▶ [Task details]:
Check every line of the entries below for "dead", and copy the lines that have it.

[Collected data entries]
--------

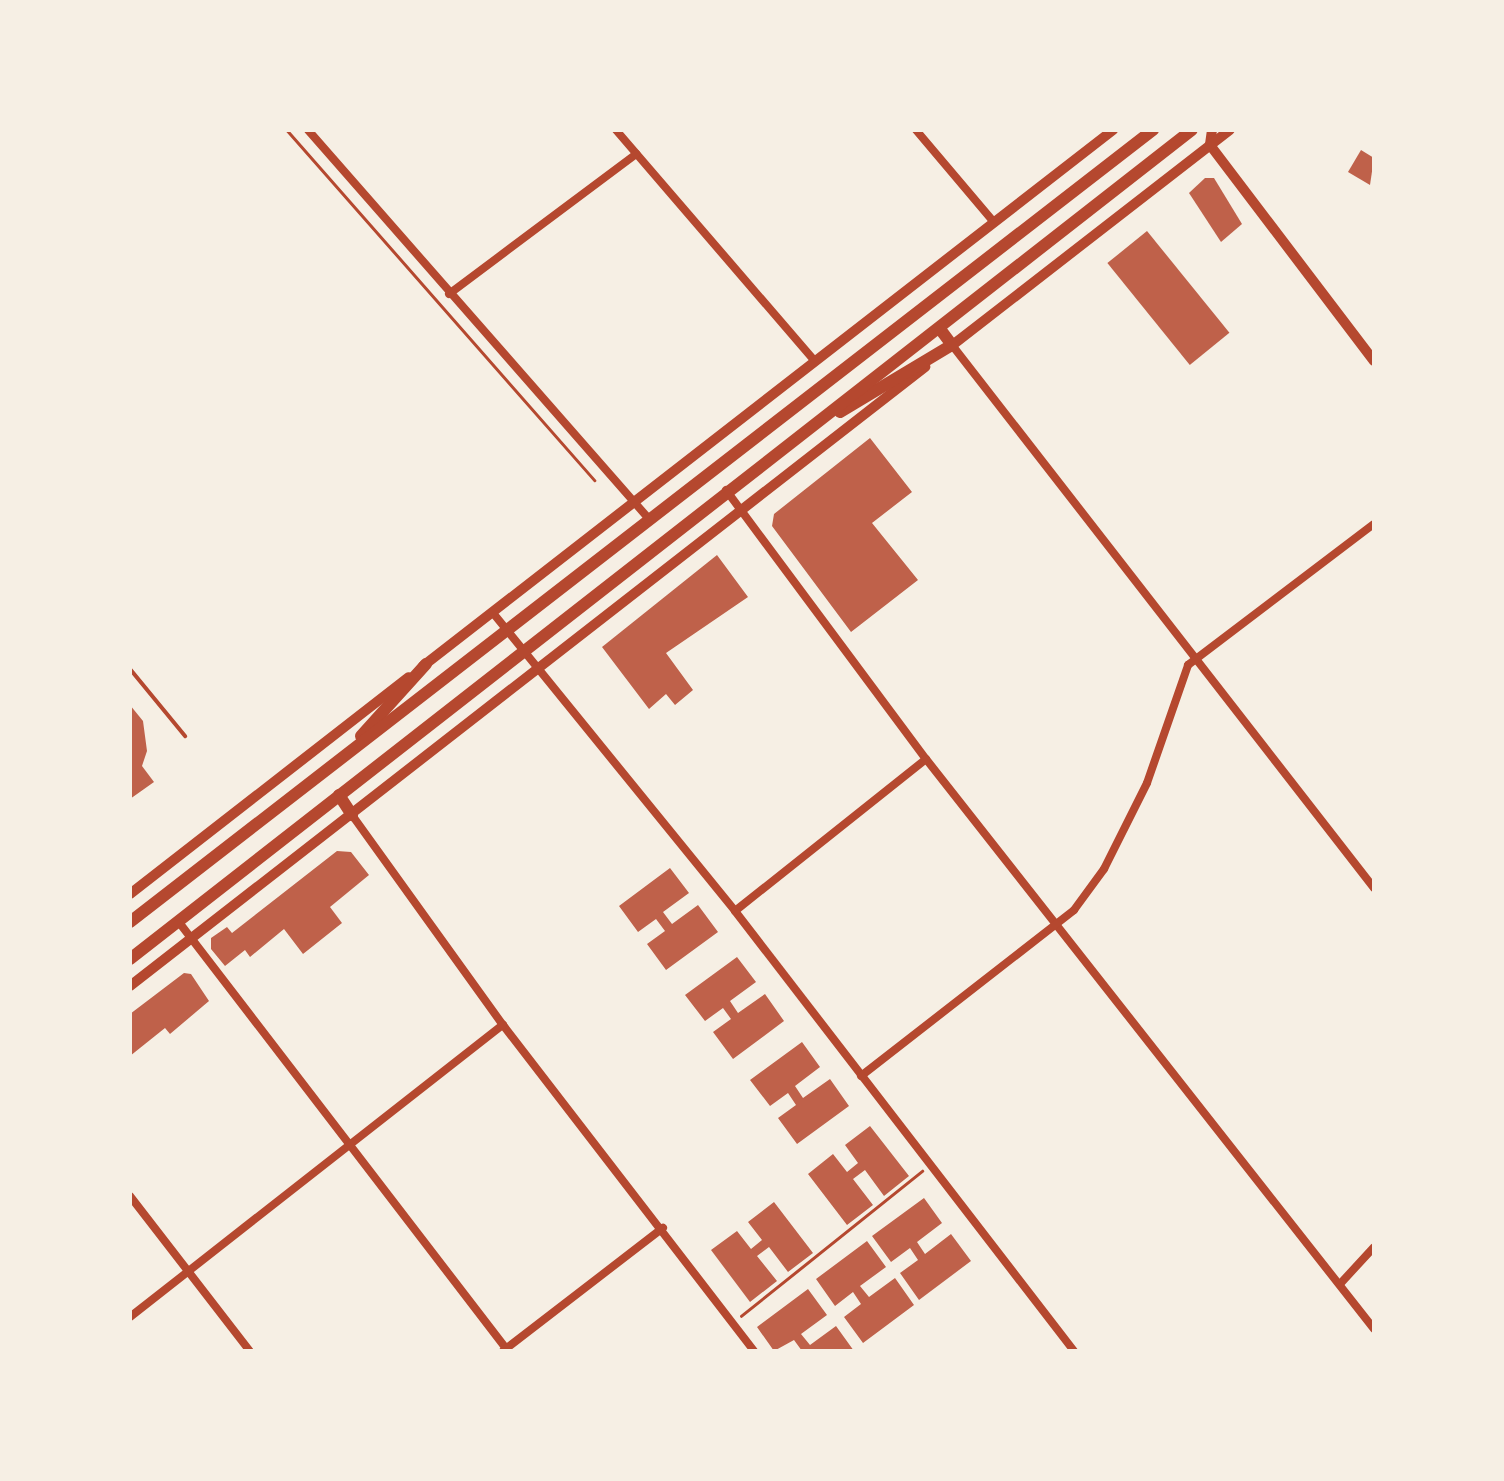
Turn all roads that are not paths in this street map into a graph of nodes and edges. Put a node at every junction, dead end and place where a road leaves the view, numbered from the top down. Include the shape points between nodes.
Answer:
1 (308, 130) edge
2 (616, 130) edge
3 (916, 130) edge
4 (1113, 130) edge
5 (1153, 130) edge
6 (1192, 130) edge
7 (1212, 130) edge
8 (1230, 130) edge
9 (1210, 145) junction
10 (636, 154) junction
11 (993, 221) junction
12 (449, 294) junction
13 (939, 328) junction
14 (952, 346) junction
15 (813, 359) junction
16 (1374, 361) edge
17 (786, 443) junction
18 (726, 490) junction
19 (680, 495) junction
20 (634, 502) junction
21 (740, 510) junction
22 (695, 515) junction
23 (648, 519) junction
24 (1374, 524) edge
25 (493, 613) junction
26 (507, 630) junction
27 (524, 650) junction
28 (1196, 657) junction
29 (426, 664) junction
30 (538, 668) junction
31 (130, 669) edge
32 (186, 736) dead end
33 (926, 759) junction
34 (334, 765) junction
35 (339, 795) junction
36 (352, 815) junction
37 (1374, 888) edge
38 (130, 894) edge
39 (734, 911) junction
40 (178, 921) junction
41 (130, 922) edge
42 (1057, 926) junction
43 (192, 937) junction
44 (130, 959) edge
45 (130, 986) edge
46 (503, 1025) junction
47 (861, 1076) junction
48 (354, 1144) junction
49 (130, 1196) edge
50 (663, 1228) junction
51 (1374, 1247) edge
52 (189, 1272) junction
53 (1340, 1284) junction
54 (130, 1317) edge
55 (1374, 1329) edge
56 (506, 1350) edge
57 (250, 1351) edge
58 (754, 1351) edge
59 (1074, 1351) edge

1 - 12 street
2 - 10 street
3 - 11 street
4 - 11 street
5 - 19 main road
6 - 13 main road
7 - 9 street
8 - 9 street
9 - 14 street
9 - 16 street
10 - 12 street
10 - 15 street
11 - 15 street
12 - 20 street
13 - 14 main road
13 - 17 main road
14 - 17 main road
14 - 21 street
14 - 28 street
15 - 20 street
17 - 18 main road
18 - 21 street
18 - 22 main road
19 - 22 main road
19 - 23 main road
20 - 23 street
20 - 25 street
21 - 30 street
21 - 33 street
22 - 27 main road
23 - 26 main road
24 - 28 street
25 - 26 street
25 - 29 street
26 - 27 street
26 - 34 main road
27 - 30 street
27 - 35 main road
28 - 37 street
28 - 42 street via 1104,869
29 - 34 main road
29 - 38 street
30 - 36 street
30 - 39 street
31 - 32 lane
33 - 39 street
33 - 42 street
34 - 41 main road
35 - 36 main road
35 - 40 main road
36 - 43 street
36 - 46 street
39 - 47 street
40 - 43 street
40 - 44 main road
42 - 47 street
42 - 53 street
43 - 45 street
43 - 48 street
46 - 48 street
46 - 50 street
47 - 59 street
48 - 52 street
48 - 56 street
49 - 52 street
50 - 56 street
50 - 58 street
51 - 53 street
52 - 54 street
52 - 57 street
53 - 55 street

--------

▶ [Solved problem]:
Turn all roads that are not paths in this street map into a graph of nodes and edges. Put a node at every junction, dead end and place where a road leaves the view, numbered from the top down. Include the shape points between nodes.
32 (186, 736) dead end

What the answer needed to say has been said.